Dataset:
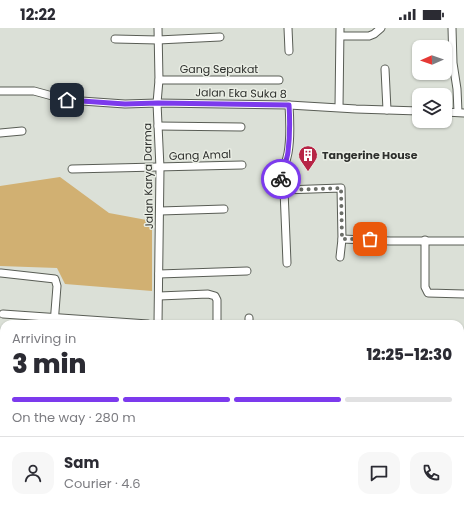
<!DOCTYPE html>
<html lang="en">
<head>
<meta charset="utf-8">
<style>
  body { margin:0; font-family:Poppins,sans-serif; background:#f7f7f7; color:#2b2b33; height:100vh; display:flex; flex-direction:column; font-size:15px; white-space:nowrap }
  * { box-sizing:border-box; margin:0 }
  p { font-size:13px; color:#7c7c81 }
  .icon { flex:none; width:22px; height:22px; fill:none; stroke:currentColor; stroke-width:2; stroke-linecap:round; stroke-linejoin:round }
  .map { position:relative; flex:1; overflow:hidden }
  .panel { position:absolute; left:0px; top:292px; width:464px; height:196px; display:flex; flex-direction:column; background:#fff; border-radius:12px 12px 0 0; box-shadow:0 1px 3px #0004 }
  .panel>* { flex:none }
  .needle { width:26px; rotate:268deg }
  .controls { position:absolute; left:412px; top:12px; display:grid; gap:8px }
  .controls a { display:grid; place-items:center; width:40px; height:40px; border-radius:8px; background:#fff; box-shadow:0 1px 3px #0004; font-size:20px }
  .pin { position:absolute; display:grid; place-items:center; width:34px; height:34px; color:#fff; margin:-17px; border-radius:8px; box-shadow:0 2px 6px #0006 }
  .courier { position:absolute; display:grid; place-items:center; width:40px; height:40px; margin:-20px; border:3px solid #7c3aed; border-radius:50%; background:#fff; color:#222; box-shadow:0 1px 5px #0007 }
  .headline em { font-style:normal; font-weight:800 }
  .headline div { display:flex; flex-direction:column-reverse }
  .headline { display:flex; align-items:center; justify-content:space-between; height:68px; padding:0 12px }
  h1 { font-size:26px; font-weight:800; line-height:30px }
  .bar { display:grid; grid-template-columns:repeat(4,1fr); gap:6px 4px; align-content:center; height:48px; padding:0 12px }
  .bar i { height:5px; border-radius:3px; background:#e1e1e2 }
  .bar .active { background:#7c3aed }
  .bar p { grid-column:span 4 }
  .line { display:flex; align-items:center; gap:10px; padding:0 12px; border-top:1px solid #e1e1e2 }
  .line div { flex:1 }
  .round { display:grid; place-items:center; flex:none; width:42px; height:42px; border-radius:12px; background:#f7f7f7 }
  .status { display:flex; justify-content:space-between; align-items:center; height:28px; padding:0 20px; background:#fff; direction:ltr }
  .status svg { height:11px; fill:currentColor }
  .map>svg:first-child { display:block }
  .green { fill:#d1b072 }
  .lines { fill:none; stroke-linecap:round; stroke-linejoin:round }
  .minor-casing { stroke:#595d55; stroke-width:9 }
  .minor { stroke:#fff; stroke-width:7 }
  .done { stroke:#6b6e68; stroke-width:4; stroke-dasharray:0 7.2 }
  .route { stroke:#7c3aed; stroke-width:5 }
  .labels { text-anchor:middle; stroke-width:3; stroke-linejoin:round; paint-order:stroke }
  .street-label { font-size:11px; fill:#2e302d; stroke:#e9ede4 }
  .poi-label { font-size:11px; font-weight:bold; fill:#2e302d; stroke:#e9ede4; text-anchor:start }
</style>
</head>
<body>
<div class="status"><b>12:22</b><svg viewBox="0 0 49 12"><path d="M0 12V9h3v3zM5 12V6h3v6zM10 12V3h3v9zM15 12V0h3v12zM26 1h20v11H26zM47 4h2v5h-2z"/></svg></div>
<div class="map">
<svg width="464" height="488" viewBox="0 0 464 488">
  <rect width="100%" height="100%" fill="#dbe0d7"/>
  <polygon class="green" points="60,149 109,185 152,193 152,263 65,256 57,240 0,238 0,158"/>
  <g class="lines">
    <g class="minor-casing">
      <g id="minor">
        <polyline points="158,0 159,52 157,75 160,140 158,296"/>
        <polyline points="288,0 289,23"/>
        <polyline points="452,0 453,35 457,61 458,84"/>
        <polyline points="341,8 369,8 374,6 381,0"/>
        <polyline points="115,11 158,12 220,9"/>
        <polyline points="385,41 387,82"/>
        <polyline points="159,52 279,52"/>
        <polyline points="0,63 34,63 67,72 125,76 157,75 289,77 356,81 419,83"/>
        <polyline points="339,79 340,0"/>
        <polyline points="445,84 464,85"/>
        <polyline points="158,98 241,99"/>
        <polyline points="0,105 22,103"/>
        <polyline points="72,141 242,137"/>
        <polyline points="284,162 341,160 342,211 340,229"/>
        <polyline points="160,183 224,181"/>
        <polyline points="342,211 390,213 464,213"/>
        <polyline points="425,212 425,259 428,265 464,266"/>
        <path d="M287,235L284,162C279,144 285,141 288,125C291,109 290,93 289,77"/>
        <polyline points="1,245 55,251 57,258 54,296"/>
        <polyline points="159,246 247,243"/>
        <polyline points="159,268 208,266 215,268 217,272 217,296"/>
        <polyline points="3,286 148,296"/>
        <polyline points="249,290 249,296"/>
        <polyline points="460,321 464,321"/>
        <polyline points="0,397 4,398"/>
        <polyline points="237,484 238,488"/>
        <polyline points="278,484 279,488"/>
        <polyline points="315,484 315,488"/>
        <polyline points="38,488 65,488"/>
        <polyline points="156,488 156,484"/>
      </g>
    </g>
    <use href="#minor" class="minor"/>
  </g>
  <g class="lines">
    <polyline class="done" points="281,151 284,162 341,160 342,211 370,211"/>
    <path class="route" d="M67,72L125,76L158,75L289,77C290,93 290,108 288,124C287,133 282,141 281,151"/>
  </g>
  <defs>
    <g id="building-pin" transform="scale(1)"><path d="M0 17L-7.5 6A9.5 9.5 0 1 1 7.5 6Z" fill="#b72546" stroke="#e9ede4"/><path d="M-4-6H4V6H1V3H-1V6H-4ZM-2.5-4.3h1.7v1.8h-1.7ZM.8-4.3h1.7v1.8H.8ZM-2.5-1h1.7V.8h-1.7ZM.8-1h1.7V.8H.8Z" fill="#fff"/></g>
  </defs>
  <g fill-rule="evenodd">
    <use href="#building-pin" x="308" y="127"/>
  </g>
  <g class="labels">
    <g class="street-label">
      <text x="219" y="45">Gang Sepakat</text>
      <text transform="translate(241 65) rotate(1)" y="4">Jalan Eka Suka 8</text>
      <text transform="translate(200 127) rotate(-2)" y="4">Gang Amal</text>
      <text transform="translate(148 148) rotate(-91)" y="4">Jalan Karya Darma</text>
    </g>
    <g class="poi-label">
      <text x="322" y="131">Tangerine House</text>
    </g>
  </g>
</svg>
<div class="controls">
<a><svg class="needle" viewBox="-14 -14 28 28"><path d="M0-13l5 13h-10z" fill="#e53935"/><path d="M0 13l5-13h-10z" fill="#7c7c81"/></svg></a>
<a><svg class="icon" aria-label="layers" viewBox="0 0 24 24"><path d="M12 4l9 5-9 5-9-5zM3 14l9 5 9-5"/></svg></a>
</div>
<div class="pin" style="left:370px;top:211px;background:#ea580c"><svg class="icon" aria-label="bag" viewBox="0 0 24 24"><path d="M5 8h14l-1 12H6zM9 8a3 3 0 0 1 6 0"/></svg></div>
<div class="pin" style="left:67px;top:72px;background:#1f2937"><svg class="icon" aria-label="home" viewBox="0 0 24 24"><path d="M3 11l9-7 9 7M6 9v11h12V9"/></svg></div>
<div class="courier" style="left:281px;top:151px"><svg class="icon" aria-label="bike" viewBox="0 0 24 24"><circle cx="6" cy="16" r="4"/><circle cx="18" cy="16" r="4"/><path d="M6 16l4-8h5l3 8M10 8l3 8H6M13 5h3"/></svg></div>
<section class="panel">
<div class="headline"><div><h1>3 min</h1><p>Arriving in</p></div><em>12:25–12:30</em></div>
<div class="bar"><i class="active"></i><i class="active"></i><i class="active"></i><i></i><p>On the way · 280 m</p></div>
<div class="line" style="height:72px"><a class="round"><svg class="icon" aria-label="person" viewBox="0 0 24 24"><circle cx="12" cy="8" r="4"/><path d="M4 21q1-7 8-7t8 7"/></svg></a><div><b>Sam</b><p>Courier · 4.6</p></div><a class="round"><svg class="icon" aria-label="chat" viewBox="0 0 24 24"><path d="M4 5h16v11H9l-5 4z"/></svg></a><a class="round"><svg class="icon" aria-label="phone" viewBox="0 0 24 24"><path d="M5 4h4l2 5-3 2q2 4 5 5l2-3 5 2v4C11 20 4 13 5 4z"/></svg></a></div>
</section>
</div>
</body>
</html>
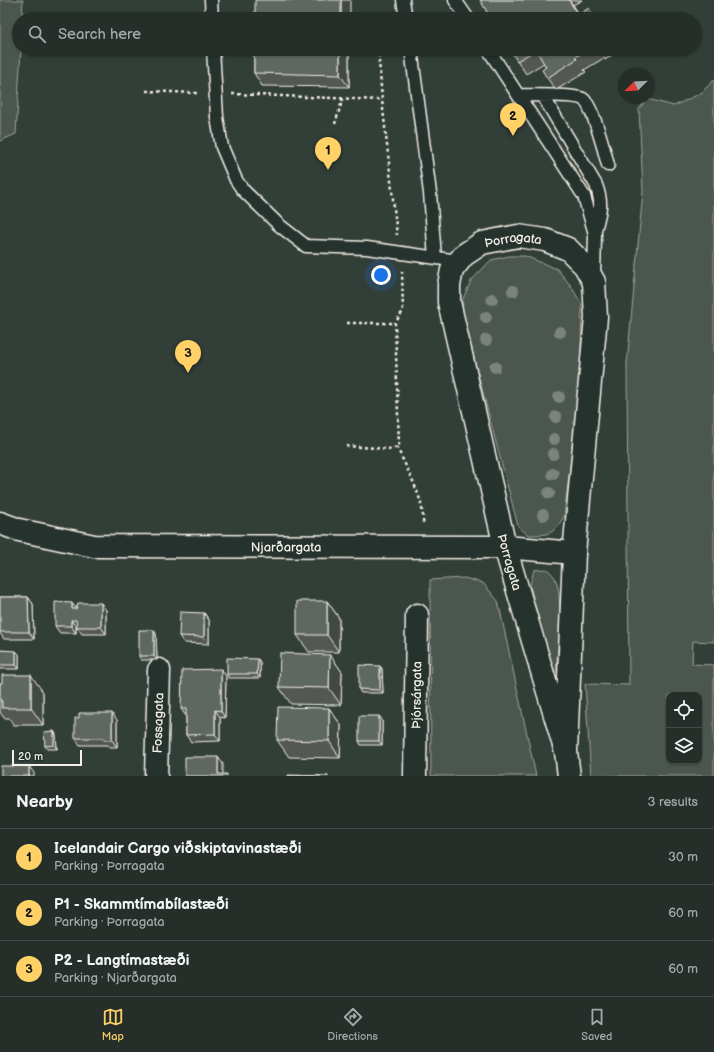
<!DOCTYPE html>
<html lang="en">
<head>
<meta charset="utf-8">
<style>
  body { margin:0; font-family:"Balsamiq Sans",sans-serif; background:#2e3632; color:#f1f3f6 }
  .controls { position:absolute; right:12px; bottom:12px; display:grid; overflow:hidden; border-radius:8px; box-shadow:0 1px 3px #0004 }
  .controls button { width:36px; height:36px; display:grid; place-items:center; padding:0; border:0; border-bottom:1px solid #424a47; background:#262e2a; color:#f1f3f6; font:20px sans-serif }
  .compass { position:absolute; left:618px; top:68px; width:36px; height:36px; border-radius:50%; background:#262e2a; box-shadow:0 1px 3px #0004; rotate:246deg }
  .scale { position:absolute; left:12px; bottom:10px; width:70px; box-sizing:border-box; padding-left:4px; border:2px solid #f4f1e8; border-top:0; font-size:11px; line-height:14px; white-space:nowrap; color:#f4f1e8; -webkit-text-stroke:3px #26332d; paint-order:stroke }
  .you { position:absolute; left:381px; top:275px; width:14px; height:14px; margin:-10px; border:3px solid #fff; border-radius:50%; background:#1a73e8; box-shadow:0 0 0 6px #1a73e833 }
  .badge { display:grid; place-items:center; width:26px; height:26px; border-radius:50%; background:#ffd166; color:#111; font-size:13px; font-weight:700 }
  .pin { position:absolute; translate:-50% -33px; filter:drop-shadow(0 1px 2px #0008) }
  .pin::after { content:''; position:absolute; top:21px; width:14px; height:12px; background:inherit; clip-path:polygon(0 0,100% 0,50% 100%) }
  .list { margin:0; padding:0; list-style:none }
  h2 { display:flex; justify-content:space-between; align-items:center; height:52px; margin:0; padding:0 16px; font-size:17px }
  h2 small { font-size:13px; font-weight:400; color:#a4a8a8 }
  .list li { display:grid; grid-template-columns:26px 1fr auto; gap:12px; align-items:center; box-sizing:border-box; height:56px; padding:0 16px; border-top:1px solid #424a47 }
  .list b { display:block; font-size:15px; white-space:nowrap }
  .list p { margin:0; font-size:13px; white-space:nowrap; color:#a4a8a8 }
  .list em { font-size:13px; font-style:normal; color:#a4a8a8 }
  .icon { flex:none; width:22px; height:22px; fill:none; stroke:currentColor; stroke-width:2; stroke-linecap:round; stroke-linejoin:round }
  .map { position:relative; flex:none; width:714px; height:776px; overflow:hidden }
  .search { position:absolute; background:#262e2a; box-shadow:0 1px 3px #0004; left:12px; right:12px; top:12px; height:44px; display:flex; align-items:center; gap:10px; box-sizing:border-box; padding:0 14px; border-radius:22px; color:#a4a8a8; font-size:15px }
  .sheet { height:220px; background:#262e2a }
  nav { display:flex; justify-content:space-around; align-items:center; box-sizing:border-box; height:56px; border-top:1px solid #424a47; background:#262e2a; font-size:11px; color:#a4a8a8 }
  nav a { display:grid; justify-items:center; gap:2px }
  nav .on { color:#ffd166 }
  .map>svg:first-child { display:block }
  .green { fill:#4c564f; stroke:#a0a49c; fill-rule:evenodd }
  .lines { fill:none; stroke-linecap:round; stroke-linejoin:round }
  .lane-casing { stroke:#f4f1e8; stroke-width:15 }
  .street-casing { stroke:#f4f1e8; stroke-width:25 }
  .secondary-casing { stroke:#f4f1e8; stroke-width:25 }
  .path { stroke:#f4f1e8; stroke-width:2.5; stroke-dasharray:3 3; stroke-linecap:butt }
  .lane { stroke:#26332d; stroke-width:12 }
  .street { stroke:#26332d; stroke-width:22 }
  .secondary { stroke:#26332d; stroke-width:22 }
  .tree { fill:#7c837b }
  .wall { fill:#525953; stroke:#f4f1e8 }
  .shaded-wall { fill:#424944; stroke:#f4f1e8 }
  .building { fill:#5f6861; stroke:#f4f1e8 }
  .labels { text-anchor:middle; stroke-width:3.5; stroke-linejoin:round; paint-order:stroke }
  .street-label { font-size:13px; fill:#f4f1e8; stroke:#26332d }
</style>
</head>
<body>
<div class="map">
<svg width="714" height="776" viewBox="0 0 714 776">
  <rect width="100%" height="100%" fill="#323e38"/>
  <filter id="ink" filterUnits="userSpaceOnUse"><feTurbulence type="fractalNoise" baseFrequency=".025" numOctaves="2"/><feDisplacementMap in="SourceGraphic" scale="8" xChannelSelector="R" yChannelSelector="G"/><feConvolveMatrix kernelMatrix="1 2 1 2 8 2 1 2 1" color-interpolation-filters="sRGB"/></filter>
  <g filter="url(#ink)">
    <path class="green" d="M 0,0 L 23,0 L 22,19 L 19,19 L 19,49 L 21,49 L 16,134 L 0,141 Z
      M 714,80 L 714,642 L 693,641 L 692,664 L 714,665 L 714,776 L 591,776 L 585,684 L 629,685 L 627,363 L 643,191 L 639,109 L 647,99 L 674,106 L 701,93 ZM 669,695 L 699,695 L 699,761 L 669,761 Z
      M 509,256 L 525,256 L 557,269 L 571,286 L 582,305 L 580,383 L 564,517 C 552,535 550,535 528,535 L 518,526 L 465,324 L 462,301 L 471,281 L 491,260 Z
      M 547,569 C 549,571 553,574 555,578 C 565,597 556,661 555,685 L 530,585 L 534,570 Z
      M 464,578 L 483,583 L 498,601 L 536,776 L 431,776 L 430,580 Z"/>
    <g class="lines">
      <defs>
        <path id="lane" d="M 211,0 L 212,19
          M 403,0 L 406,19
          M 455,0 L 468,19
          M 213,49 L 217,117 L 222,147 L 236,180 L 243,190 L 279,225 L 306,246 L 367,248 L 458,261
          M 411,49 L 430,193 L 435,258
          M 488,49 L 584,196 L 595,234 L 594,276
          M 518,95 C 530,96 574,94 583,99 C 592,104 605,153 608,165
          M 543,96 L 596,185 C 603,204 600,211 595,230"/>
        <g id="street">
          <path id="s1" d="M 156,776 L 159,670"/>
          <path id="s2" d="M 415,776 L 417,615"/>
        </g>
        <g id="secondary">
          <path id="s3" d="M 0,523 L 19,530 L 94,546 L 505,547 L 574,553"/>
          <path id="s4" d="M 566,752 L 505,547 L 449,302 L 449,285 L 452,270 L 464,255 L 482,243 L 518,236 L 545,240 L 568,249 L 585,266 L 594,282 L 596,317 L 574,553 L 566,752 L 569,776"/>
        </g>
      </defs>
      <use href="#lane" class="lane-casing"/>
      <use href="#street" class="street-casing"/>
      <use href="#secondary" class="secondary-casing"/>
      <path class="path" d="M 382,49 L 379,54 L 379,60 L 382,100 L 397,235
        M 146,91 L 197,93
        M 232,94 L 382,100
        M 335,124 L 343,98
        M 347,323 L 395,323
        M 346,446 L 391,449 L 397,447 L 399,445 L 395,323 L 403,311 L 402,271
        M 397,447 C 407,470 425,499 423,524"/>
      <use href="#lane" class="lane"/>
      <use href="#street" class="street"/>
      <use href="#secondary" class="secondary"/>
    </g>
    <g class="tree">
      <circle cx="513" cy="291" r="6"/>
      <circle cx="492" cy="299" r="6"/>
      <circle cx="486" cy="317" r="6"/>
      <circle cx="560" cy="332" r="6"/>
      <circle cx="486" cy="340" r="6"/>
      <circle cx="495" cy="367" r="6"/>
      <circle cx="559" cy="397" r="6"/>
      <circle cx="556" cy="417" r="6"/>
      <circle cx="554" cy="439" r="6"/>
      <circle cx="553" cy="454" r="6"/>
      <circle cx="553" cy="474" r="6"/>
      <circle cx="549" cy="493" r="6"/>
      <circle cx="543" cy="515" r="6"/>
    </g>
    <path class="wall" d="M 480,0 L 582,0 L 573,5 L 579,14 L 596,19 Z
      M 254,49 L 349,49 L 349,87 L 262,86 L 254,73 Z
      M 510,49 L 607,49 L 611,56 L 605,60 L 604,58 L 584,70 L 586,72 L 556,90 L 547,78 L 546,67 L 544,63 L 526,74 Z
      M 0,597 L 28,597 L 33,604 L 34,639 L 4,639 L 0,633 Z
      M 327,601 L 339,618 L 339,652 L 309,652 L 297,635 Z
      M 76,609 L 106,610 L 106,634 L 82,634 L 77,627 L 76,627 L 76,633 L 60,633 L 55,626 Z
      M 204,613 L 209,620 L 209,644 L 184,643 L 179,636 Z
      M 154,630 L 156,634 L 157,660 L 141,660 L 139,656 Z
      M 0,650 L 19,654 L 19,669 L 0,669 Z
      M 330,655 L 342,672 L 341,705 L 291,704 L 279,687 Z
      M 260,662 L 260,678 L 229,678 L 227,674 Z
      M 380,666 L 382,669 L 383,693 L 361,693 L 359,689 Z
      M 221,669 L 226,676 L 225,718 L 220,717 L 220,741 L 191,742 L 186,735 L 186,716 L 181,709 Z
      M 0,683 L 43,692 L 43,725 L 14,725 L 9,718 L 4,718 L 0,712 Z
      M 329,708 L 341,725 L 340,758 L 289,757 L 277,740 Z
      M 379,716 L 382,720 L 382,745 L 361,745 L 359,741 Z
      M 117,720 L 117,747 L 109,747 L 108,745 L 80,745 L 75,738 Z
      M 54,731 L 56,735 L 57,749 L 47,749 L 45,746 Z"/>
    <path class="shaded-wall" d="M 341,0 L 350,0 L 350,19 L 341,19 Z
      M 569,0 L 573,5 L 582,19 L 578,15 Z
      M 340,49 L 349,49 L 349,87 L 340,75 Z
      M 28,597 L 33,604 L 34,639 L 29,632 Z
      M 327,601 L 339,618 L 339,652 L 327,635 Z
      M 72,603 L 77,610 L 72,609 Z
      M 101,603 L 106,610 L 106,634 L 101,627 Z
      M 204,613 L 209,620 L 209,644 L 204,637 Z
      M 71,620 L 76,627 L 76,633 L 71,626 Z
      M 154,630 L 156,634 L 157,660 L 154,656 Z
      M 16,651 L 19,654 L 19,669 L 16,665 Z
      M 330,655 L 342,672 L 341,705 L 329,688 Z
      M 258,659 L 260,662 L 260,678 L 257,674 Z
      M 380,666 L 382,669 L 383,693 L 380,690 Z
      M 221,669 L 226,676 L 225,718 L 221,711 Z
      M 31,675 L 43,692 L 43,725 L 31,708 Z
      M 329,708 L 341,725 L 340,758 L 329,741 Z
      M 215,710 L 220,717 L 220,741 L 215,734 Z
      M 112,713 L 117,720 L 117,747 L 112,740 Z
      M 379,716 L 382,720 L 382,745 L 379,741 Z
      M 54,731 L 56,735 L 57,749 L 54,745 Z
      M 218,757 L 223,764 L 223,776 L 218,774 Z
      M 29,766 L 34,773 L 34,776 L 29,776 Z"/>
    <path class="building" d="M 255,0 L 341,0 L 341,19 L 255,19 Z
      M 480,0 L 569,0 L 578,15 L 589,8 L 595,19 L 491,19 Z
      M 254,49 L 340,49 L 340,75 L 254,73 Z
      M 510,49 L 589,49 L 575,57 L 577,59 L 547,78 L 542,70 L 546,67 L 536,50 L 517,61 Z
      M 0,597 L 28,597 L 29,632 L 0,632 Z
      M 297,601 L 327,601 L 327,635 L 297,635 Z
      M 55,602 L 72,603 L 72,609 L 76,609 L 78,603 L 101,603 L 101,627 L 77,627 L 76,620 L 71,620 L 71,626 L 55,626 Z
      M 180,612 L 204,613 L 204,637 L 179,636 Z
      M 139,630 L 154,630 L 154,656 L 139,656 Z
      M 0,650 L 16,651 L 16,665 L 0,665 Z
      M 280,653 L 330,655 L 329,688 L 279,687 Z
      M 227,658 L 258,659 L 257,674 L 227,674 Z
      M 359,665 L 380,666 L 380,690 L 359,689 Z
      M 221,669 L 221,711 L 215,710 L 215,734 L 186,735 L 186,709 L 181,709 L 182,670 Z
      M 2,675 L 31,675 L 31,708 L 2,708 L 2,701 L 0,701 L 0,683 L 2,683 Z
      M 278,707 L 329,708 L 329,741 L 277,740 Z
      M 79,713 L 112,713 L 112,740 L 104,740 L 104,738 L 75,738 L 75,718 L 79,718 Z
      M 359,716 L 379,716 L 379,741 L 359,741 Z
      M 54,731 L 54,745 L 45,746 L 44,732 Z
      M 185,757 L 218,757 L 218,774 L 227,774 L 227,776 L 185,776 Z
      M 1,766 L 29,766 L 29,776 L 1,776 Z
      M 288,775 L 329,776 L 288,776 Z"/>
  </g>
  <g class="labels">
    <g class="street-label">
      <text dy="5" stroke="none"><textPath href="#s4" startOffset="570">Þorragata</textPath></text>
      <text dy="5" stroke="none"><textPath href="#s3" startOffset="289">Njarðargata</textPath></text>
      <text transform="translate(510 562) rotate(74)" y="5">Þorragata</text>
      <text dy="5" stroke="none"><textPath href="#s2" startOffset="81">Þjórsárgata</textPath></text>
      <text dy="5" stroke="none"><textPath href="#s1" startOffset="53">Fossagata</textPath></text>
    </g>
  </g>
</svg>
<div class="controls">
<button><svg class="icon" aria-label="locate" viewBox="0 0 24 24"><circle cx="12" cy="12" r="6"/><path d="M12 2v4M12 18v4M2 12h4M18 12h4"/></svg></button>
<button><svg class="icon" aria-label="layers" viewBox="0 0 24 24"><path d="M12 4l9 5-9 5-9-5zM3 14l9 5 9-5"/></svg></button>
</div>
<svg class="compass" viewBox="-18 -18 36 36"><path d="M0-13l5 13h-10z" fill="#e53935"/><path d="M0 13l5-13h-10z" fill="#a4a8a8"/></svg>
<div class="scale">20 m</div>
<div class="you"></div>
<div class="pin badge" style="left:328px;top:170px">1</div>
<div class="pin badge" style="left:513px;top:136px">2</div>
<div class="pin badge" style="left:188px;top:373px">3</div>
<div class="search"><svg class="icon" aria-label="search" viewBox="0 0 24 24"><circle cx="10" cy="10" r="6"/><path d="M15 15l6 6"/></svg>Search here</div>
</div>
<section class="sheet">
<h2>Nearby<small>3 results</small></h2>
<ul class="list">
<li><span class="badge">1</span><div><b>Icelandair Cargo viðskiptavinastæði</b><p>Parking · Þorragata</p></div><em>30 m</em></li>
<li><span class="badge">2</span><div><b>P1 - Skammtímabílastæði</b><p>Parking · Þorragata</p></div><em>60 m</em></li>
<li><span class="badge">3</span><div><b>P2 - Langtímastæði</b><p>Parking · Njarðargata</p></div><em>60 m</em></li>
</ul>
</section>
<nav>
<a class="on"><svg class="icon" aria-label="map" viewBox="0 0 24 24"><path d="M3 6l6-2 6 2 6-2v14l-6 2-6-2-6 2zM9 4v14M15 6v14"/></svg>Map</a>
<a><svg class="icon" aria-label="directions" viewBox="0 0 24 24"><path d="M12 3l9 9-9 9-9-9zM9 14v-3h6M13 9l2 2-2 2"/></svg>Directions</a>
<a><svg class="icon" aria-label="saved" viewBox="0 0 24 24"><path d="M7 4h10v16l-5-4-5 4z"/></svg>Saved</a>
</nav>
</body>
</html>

Task statement:
Could you reproduce exactly the lines of the entries above, from the one with "position:absolute; left:12px; bottom:10px;" through the one with "content:''; position:absolute; top:21px;", and nothing else?

Answer for the task:
  .scale { position:absolute; left:12px; bottom:10px; width:70px; box-sizing:border-box; padding-left:4px; border:2px solid #f4f1e8; border-top:0; font-size:11px; line-height:14px; white-space:nowrap; color:#f4f1e8; -webkit-text-stroke:3px #26332d; paint-order:stroke }
  .you { position:absolute; left:381px; top:275px; width:14px; height:14px; margin:-10px; border:3px solid #fff; border-radius:50%; background:#1a73e8; box-shadow:0 0 0 6px #1a73e833 }
  .badge { display:grid; place-items:center; width:26px; height:26px; border-radius:50%; background:#ffd166; color:#111; font-size:13px; font-weight:700 }
  .pin { position:absolute; translate:-50% -33px; filter:drop-shadow(0 1px 2px #0008) }
  .pin::after { content:''; position:absolute; top:21px; width:14px; height:12px; background:inherit; clip-path:polygon(0 0,100% 0,50% 100%) }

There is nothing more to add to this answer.